But the question kept pounding in my head. Why did I need this strong magic?
Was it simply to keep the wolves in check? Though I planned if I ever got the chance, I would annihilate the wolves for what they did to my parents.
I sat up in bed, no longer able to get any rest. It didn’t help knowing Luna was sleeping downstairs. I didn’t need a babysitter.
I rubbed my eyes. I would meet the rest of the coven during the initiation ceremony. Until then, I was to rest and keep learning how to manage my magic. Boring.
Could I pledge myself to a coven I didn’t know much about?
Willow had given me a brief history lesson of the coven, but it didn’t satisfy my curiosity. I needed to know more.
I wanted to know who exactly killed my parents and how they covered it up from the authorities. Was the coven that powerful they could do something like that?
Pepper tried to tell me it wasn’t important right now. The most pressing thing was my initiation at the dark moon.

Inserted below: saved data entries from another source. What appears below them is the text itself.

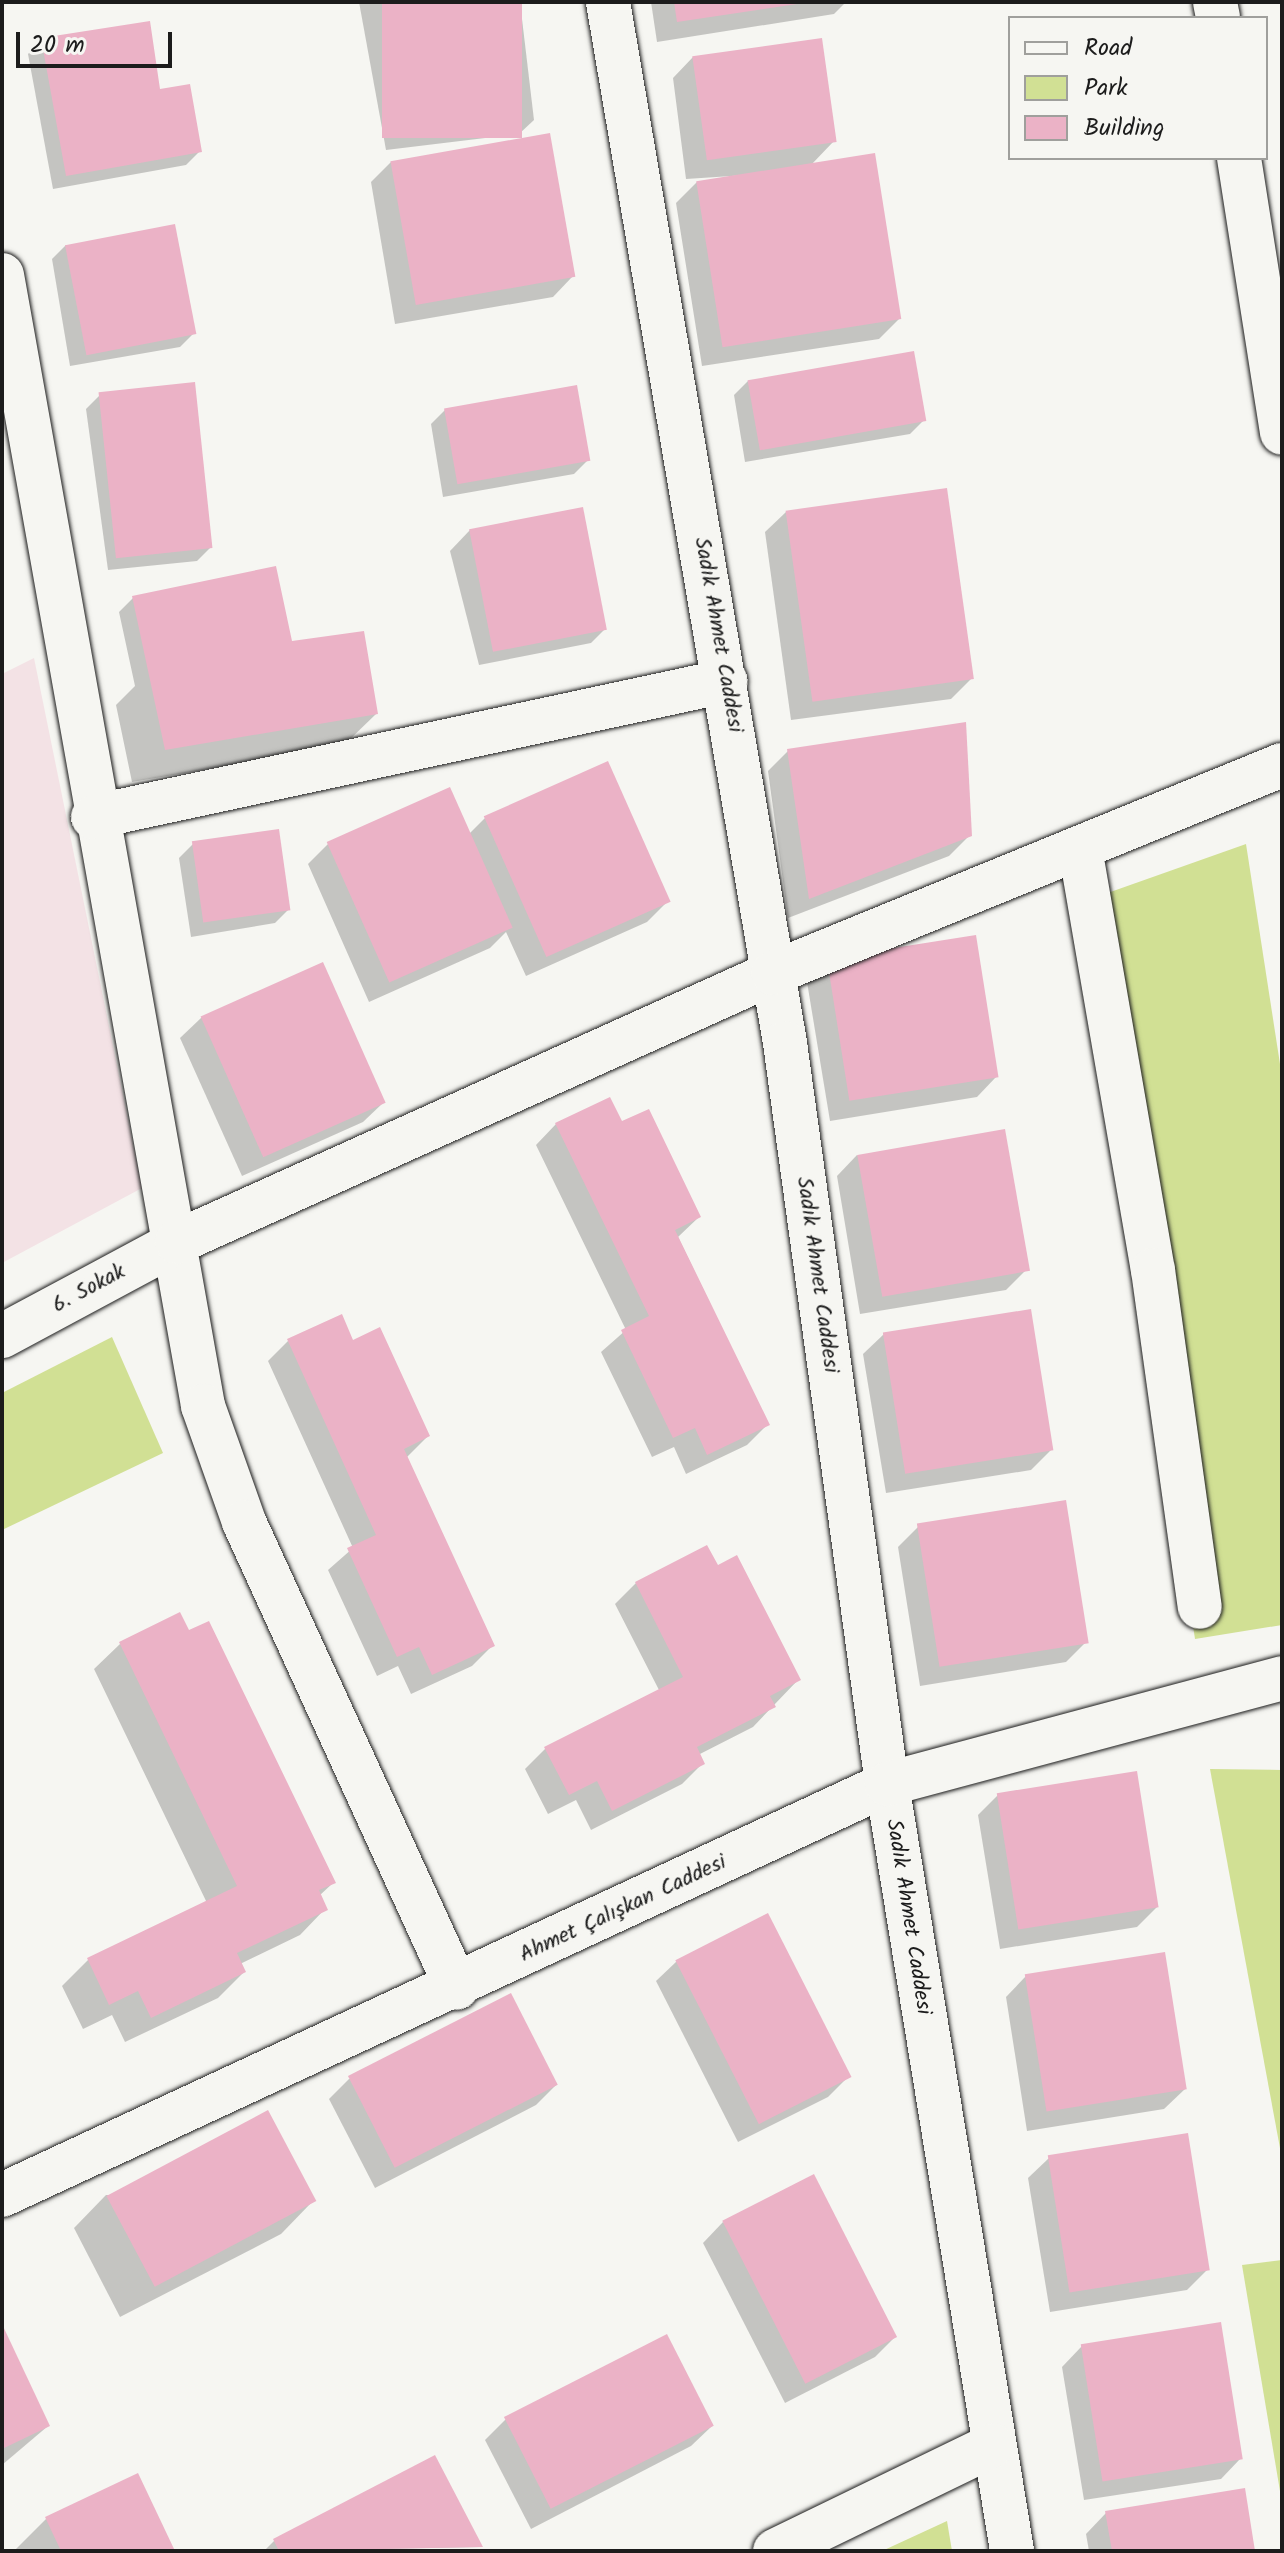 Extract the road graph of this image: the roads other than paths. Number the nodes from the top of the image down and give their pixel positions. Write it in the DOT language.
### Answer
graph roads {
  1 [pos="608,2"];
  2 [pos="1239,160"];
  3 [pos="2,275"];
  4 [pos="1282,433"];
  5 [pos="726,681"];
  6 [pos="1282,765"];
  7 [pos="93,817"];
  8 [pos="1080,848"];
  9 [pos="773,973"];
  10 [pos="177,1242"];
  11 [pos="2,1336"];
  12 [pos="1200,1607"];
  13 [pos="1277,1685"];
  14 [pos="887,1784"];
  15 [pos="457,1988"];
  16 [pos="2,2195"];
  17 [pos="993,2445"];
  18 [pos="775,2551"];
  19 [pos="1012,2551"];
  1 -- 5 [label="street, Sadık Ahmet Caddesi"];
  2 -- 4 [label="street"];
  3 -- 7 [label="street"];
  5 -- 7 [label="street"];
  5 -- 9 [label="street, Sadık Ahmet Caddesi"];
  6 -- 8 [label="street, 6. Sokak"];
  7 -- 10 [label="street"];
  8 -- 9 [label="street, 6. Sokak"];
  8 -- 12 [label="street"];
  9 -- 10 [label="street, 6. Sokak"];
  9 -- 14 [label="street, Sadık Ahmet Caddesi"];
  10 -- 11 [label="street, 6. Sokak"];
  10 -- 15 [label="street"];
  13 -- 14 [label="street, Ahmet Çalışkan Caddesi"];
  14 -- 15 [label="street, Ahmet Çalışkan Caddesi"];
  14 -- 17 [label="street, Sadık Ahmet Caddesi"];
  15 -- 16 [label="street, Ahmet Çalışkan Caddesi"];
  17 -- 18 [label="street"];
  17 -- 19 [label="street, Sadık Ahmet Caddesi"];
}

For that to happen, I would stand in the middle of a circle and recite words that would pledge me to the coven. I had to show them trust, which was why I had to come to them in the darkness, including me not knowing every little detail. If I did this, then my real training would begin.
If it was that simple, why was I so churned up inside? The thing was, I wasn’t into blind trust, especially with those who were keeping something from me and had the power to wield magic. When the time came, would I do it?
I snapped my fingers, and pink flames fluttered between my fingers. I couldn’t even imagine being more potent than what I already was.
I wanted to pause everything, not proceed with the initiation, and wait until the next dark moon. I wanted to be confident and have no doubt that this was the path for me and the future I wanted. When I raised the possibility of doing this, I was shut down. The usual it-wasn’t-safe response was given to me.
How could I find out what they weren’t telling me?
I needed more time to find out. I didn’t know the other witches, which made the task more difficult. I felt incredibly alone as if the world would consume me.
I picked up my phone, and my chest tightened to see no new messages.
I typed quickly to the group chat with Mia and Caleb.
Mia-Caleb: I miss you.
A response came from Caleb.
Caleb: Miss you too, go to bed!
I smiled. This was what I was afraid might happen. My friends will start to get on with their lives back in Sydney—mine here, creating a divide between us. I just didn’t think I would start to feel it so soon.
This was all because I was a witch.
All I could think of was that they better not tell me who I should have a child with. That was never going to happen. I didn’t care about the future of the witches, the coven, or what chaos would erupt. I wouldn’t do what my parents did.
The magical flames around my fingers gave off a gentle heat, warming my face as I watched them flicker, mesmerized. Even though I was tired, my magic was becoming more accessible to manipulate and control. I let the spell fade, the light winking out, leaving me in the gray light of my room.
Magic could well be the only reason I would go ahead with the initiation. Did that make me a bad person? Who knew I was so power-hungry inside?
Restless, I got out of bed, grabbed a knitted throw off the chair, and wrapped it around my shoulders. The best bet for me to find information was to search the books downstairs.
Any information wasn’t about to be on the internet, and if it were, it would be in a hidden place on the web. Considering my skills were lacking when it came to technology, I opted to go old-school and look in a book.
A shiver slipped down my spine, and I looked at the window. Learning what I had about wolves today, I wasn’t sure I wanted to know whether it was out there.
Was it coming for me? Was that why it was watching me?
I should have been scared, but it wasn’t fear that prickled my skin. It was something more substantial, profound, and I had no control over.
I went to the window as if I were doing something forbidden.